The contract between the Consumer/Producer layer and the backend is dataclass objects in, dataclass objects out:

- `send()` accepts a dataclass instance and properties dict
- `receive()` returns a message whose `value()` is a dataclass instance

What happens on the wire is the backend's concern. The Pulsar backend uses JSON (via `dataclass_to_dict` / `dict_to_dataclass`). A RabbitMQ backend would likely also use JSON. A future backend could use Protobuf, MessagePack, or Avro if the broker benefits from it.

The serialization helpers stay inside the backend that uses them — they are not shared infrastructure.
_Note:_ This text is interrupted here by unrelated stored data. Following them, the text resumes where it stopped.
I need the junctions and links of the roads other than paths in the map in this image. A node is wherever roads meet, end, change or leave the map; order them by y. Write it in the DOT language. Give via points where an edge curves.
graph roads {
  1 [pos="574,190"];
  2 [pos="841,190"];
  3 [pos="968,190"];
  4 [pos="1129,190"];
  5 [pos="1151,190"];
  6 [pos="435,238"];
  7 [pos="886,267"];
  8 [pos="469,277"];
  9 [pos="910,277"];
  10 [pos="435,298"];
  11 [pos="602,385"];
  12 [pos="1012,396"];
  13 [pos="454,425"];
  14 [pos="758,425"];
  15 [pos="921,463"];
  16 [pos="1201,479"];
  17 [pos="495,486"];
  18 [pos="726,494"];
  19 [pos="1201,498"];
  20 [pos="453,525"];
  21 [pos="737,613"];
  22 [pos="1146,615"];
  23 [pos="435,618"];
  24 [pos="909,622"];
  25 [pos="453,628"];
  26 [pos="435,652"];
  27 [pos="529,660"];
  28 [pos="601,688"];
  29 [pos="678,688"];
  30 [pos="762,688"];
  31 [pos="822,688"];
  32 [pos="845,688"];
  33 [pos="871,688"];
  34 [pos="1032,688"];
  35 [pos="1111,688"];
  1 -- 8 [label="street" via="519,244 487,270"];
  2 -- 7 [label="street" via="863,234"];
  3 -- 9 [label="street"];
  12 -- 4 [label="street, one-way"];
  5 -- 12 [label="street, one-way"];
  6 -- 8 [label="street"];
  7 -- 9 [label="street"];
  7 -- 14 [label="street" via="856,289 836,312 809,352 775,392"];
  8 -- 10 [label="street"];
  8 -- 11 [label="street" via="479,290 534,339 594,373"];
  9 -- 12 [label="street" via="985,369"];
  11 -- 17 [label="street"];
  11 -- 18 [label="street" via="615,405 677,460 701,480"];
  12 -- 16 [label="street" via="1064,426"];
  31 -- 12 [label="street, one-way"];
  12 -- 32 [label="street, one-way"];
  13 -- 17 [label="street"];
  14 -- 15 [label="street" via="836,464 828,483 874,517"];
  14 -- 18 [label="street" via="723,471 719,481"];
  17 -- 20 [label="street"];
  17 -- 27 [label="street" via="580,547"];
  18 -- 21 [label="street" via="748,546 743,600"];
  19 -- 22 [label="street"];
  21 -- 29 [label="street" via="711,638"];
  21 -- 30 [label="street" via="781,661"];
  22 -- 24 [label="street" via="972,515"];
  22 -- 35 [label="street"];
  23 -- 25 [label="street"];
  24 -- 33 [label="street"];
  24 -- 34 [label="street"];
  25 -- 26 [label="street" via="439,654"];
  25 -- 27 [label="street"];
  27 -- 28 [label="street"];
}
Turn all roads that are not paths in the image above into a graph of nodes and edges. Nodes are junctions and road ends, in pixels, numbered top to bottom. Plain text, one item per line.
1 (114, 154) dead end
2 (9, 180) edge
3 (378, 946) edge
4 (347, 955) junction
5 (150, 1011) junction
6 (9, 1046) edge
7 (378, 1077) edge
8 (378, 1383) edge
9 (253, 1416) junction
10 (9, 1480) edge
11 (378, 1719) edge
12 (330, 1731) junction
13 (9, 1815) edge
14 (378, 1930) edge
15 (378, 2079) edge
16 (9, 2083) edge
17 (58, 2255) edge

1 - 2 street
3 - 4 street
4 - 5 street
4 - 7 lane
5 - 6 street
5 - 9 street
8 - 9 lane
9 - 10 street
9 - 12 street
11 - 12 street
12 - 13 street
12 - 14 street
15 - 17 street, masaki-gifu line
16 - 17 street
Each backend brings its own serialization strategy. The Consumer/Producer layer never thinks about wire format.

### Gateway service

**Decision: the gateway uses the backend abstraction like any other component.**

The gateway currently bridges WebSocket/REST to Pulsar directly, bypassing the abstraction layer. It translates incoming API JSON to Pulsar schema objects, sends them, receives responses as Pulsar schema objects, and translates back to API JSON. Since the wire format is JSON in both directions, this is effectively a no-op round trip through the schema machinery.

With the backend abstraction, the gateway follows the same pattern as every other component:

1. Incoming API JSON → translator `decode()` → dataclass
2. Dataclass → backend `send()` (backend handles wire format)
3. Backend `receive()` → dataclass
4. Dataclass → translator `encode()` → API JSON → WebSocket/REST client

This is architecturally simple — one code path, no special cases. The gateway depends on the schema dataclasses and the translator layer, which it already does. The overhead of deserialize-then-reserialize is negligible for the message sizes involved. And it keeps all options open — if a future backend uses a non-JSON wire format, the gateway still works without changes.

## Implementation Order

### Phase 1: Rename translators

Rename `to_pulsar()` → `decode()`, `from_pulsar()` → `encode()` across all translator classes and call sites. Remove `from pulsar.schema import Record` from the translator base class. Mechanical find-and-replace, no behavioural changes.

### Phase 2: Queue naming

Replace the `topic()` helper with the CLASS:TOPICSPACE:TOPIC scheme. Update all queue definitions in `schema/services/*.py` and `schema/knowledge/*.py`. Update `PulsarBackend.map_topic()` to parse the new format. Verify all existing functionality still works with Pulsar.

### Phase 3: Clean up Pulsar leaks

Work through the concrete cleanups list: remove dead imports, delete the legacy `PulsarClient` class, migrate the client libraries and gateway to use the backend abstraction. After this phase, `pulsar` imports exist only in `pulsar_backend.py`.

### Phase 4: RabbitMQ backend

Implement `rabbitmq_backend.py` against the existing `PubSubBackend` Protocol. Map queue classes to RabbitMQ concepts: `flow` → durable queues, `request`/`response` → non-durable queues with TTL, `state` → RabbitMQ streams. Add `rabbitmq` as a backend option in the factory. Test end-to-end with `PUBSUB_BACKEND=rabbitmq`.

Phases 1-3 are safe to do on main — they don't change behaviour, just clean up. Phase 4 is additive — it adds a new backend without touching the existing one.

### Config distribution on RabbitMQ

The `state` queue class needs "start from earliest" semantics — a newly started processor must receive the current configuration state.

RabbitMQ Streams (available since 3.9) solve this directly. Streams are persistent, append-only logs that support consumer offset positioning. The RabbitMQ backend maps the `state` class to a stream, and consumers attach with offset `first` to read from the beginning, or `last` to read the most recent entry plus future updates.

Since config pushes are full state snapshots (not deltas), a consumer only needs the most recent entry. The RabbitMQ backend can use `last` offset positioning for `state` class consumers, which delivers the last message in the stream followed by any new messages. This matches the current behaviour where processors read config on startup and then react to updates.